Thin Suse

Hello,
I have read somewhere in the Suse web pages that there are thin versions which can be installed in old (low RAM) computers. Unfortunately I didn’t make a note and now I can’t find this information.
Can anybody help?
Thanks,

How low is your memory? Are you perhaps thinking of Kiwi LTSP for thin clients?

I’m just trying to recycle old 128Mb computers that had windows 98.

You could use them as thin clients, but for diskfull installs, even with 256MB you’d face a struggle with openSUSE.
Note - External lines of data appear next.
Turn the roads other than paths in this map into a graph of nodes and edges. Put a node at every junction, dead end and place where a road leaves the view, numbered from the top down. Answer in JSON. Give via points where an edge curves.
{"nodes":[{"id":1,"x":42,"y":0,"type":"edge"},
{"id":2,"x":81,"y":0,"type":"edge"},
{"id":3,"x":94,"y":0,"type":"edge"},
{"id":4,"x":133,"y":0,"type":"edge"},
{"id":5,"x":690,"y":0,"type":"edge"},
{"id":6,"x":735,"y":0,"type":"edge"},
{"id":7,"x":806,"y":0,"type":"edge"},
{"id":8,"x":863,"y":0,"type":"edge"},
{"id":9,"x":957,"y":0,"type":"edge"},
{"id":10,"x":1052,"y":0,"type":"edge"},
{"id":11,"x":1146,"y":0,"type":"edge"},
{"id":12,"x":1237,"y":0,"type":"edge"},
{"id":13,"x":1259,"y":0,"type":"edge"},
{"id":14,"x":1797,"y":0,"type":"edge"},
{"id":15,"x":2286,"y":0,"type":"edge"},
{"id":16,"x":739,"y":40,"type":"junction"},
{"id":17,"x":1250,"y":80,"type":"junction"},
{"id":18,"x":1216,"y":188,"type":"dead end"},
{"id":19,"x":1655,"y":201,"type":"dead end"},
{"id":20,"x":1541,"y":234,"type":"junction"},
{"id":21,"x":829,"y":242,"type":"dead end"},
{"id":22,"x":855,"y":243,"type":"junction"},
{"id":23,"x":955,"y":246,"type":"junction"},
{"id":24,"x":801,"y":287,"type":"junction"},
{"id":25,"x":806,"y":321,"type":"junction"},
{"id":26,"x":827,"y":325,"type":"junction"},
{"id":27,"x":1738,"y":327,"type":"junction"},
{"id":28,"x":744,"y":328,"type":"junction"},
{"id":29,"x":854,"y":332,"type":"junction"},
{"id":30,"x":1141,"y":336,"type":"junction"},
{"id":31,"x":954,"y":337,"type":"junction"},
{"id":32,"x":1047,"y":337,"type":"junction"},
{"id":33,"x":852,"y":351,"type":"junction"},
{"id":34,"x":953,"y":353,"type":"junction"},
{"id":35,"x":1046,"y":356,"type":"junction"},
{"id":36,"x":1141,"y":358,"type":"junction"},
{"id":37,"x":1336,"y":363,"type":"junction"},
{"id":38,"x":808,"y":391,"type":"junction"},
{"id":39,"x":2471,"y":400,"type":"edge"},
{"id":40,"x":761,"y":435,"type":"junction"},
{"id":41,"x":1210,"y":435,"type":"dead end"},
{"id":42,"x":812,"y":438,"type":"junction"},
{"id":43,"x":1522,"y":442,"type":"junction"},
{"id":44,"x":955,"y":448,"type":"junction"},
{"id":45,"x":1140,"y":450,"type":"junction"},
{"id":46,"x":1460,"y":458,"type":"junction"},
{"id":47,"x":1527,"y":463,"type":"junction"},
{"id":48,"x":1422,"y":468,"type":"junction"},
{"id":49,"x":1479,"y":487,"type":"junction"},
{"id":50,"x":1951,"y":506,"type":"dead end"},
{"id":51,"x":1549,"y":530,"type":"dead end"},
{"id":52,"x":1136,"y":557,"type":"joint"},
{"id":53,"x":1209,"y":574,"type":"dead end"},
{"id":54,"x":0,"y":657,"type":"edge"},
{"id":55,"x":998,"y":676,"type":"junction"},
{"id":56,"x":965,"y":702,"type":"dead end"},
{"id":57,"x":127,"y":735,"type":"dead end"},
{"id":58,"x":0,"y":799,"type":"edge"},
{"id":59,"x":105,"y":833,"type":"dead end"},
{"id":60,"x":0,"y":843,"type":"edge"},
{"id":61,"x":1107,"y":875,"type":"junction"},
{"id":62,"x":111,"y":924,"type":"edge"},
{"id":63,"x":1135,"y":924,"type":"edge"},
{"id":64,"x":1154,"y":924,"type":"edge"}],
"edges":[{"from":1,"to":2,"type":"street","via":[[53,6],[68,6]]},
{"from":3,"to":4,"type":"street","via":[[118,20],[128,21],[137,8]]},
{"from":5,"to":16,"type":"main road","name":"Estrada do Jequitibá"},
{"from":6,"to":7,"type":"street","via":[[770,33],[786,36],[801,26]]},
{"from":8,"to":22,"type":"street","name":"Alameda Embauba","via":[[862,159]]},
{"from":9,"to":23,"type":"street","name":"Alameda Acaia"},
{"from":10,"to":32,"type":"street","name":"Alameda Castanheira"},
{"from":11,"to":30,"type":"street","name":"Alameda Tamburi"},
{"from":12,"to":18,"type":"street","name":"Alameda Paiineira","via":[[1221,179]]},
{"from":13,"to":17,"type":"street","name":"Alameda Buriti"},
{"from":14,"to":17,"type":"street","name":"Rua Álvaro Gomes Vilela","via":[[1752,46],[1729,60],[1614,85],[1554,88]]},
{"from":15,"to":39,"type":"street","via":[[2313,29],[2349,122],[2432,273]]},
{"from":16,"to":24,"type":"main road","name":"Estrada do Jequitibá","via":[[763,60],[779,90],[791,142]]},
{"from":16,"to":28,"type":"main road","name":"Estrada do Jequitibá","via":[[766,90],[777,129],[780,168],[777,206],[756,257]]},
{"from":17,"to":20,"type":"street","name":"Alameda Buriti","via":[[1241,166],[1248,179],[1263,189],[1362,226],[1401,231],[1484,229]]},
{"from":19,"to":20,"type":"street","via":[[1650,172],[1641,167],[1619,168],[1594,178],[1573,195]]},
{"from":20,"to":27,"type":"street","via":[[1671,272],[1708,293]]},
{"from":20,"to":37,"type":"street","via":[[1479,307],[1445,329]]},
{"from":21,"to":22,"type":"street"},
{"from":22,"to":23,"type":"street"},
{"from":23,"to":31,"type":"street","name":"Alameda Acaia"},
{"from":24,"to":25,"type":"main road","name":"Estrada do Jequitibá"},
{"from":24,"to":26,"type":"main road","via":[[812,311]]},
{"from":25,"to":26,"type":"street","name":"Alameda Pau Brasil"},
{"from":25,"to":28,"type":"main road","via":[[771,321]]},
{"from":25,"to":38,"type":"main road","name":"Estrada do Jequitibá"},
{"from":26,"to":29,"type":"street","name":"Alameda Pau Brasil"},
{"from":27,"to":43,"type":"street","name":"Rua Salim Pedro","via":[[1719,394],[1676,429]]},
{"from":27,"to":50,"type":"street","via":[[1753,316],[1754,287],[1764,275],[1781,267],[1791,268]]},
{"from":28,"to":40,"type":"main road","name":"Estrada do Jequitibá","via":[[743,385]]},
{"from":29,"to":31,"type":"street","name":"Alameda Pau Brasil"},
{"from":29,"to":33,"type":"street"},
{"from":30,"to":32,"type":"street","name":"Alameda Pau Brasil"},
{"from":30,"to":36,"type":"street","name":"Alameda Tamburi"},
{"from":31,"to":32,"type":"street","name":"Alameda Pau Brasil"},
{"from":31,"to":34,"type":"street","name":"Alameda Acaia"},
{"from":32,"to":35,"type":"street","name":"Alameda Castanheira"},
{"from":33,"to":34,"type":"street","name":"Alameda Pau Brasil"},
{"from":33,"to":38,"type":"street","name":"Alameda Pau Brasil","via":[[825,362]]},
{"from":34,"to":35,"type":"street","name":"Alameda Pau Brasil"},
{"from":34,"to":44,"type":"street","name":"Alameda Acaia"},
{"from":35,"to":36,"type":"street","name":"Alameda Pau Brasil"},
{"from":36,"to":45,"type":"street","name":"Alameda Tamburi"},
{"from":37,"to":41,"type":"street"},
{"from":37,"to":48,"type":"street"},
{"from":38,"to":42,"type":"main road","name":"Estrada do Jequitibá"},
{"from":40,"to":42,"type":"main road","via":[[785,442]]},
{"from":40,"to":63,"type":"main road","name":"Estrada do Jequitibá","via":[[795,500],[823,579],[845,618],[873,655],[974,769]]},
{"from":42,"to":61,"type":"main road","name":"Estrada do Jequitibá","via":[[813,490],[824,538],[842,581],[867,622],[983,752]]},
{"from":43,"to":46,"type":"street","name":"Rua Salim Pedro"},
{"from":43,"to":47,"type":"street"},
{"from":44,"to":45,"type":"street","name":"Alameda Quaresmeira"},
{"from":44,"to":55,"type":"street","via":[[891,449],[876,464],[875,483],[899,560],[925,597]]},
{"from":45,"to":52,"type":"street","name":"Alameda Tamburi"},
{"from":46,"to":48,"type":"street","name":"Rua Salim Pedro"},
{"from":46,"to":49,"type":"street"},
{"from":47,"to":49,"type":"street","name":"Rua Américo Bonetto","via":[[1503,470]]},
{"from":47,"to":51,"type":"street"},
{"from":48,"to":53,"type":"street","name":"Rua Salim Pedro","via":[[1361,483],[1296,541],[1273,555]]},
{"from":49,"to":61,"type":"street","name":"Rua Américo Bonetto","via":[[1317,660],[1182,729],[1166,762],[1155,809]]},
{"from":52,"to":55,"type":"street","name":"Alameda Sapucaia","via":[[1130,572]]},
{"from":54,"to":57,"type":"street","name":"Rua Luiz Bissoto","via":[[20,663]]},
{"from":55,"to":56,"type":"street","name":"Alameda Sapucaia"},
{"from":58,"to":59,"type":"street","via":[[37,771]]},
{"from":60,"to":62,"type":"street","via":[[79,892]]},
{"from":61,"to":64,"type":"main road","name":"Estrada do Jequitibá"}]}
Try another distro, e.g. Puppy, AntiX, Crunchbang, etc.

I’ll look them up, thank you.

What kind of chip do you have? Pentium I, II? and at what speed?

I have a laptop with a Pentium I (w/MMX) at 233 MHz and 128 MB of Ram plus until about last year or so my main machine was a Pentium III @ 500 Mhz with 256 MB of Ram.

Thankfully I’ve moved up to 1.4 GHz with 512 Ram! :wink:

On my Pentium 1, I tried

  • D*mnSmallLinux, which works great
  • TinyMewhich worked pretty good
  • Fluxbuntuwhich I don’t know if it is still being developed (I think they moved to Crunchbang)
  • SuSE 9.1, although it was really slow.

and currently I have
Ubuntu Server 8.04 LTS running on it which I am using for demonstration purposes (a portable server if you will)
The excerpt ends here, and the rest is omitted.